■ Problem description:
If a line below contains the word "Arcadia", count it. Please give the total and nothing else.
━━━━━━━━
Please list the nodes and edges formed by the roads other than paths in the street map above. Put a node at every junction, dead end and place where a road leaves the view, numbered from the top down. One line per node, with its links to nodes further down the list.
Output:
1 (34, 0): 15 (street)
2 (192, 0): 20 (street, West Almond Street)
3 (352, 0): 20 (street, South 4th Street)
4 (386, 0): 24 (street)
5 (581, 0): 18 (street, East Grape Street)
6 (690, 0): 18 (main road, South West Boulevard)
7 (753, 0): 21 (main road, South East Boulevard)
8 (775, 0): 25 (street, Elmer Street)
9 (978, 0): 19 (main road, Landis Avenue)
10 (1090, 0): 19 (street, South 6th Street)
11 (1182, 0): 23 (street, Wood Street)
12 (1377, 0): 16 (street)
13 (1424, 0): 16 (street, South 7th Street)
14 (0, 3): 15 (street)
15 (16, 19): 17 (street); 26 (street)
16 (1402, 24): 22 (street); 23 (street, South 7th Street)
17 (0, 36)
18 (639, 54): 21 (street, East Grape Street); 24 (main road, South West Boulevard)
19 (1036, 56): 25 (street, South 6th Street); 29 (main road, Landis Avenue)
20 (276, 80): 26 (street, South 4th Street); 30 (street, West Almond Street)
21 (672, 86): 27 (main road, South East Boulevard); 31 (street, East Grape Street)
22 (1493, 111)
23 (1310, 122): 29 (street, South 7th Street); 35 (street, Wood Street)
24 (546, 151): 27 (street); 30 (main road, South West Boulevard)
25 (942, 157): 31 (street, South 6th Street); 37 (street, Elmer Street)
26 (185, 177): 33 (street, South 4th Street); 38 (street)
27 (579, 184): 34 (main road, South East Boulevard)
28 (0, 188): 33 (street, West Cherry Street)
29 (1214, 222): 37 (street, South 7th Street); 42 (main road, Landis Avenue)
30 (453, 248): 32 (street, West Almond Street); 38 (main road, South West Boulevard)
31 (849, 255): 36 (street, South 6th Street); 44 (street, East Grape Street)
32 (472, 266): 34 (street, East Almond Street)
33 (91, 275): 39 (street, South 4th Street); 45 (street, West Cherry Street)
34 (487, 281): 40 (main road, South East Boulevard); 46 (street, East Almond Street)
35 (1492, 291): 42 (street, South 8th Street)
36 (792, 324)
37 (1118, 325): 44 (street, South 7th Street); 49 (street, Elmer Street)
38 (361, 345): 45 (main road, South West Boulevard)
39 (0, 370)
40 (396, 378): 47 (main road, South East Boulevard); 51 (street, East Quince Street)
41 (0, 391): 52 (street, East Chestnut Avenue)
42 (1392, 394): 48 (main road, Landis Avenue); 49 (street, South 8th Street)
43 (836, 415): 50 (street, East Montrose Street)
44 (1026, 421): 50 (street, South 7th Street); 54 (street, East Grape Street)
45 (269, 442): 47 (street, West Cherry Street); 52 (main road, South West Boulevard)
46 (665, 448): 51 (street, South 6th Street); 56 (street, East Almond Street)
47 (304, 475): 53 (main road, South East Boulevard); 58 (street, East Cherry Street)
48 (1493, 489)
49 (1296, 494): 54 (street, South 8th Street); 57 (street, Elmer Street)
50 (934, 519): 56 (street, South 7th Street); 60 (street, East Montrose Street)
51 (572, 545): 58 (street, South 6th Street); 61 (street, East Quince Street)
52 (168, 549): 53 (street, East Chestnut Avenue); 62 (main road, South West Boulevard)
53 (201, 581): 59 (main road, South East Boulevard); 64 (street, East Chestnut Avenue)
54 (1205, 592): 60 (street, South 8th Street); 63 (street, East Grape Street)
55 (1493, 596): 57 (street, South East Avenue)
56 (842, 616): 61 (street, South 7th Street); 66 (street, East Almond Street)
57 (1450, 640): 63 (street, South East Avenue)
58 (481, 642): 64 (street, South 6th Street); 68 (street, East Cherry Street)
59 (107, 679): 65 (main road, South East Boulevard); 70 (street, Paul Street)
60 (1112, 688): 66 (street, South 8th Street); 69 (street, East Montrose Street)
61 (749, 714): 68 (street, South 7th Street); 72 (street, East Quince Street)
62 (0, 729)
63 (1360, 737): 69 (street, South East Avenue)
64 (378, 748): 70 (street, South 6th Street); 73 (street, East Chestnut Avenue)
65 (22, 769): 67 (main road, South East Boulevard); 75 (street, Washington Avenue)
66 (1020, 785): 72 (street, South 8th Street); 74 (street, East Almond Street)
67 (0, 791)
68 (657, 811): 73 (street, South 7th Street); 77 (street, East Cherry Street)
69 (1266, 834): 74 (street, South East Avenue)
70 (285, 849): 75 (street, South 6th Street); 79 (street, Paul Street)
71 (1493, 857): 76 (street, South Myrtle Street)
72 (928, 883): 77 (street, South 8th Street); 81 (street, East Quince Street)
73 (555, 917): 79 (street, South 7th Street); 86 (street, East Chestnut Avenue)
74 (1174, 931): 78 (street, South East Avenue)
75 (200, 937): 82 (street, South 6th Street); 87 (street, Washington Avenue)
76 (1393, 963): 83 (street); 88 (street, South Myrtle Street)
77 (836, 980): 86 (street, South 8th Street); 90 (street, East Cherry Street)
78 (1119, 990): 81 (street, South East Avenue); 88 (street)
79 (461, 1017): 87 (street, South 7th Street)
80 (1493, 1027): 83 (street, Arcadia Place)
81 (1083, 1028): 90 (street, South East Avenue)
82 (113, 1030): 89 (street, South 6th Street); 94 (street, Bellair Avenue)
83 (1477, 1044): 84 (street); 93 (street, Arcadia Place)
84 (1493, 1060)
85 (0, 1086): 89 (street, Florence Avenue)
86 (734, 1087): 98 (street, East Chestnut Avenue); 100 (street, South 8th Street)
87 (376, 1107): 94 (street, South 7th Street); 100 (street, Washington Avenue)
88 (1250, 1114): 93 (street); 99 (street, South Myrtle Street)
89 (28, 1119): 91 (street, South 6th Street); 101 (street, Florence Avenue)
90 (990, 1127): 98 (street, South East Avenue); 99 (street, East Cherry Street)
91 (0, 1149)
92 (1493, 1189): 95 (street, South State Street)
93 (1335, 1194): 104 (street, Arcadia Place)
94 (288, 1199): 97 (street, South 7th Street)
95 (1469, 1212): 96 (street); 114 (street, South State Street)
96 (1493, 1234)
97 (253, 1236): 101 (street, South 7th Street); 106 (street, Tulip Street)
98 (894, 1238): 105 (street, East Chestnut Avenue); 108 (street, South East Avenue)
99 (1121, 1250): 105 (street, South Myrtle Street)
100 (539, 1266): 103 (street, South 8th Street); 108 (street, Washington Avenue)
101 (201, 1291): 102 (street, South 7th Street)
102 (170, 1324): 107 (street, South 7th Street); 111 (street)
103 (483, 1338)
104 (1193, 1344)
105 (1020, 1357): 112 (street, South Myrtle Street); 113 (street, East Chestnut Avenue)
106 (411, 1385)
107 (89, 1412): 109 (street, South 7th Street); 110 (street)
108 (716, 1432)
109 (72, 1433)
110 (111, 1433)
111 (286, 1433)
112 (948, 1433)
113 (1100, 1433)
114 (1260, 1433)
━━━━━━━━
■ Response area:
3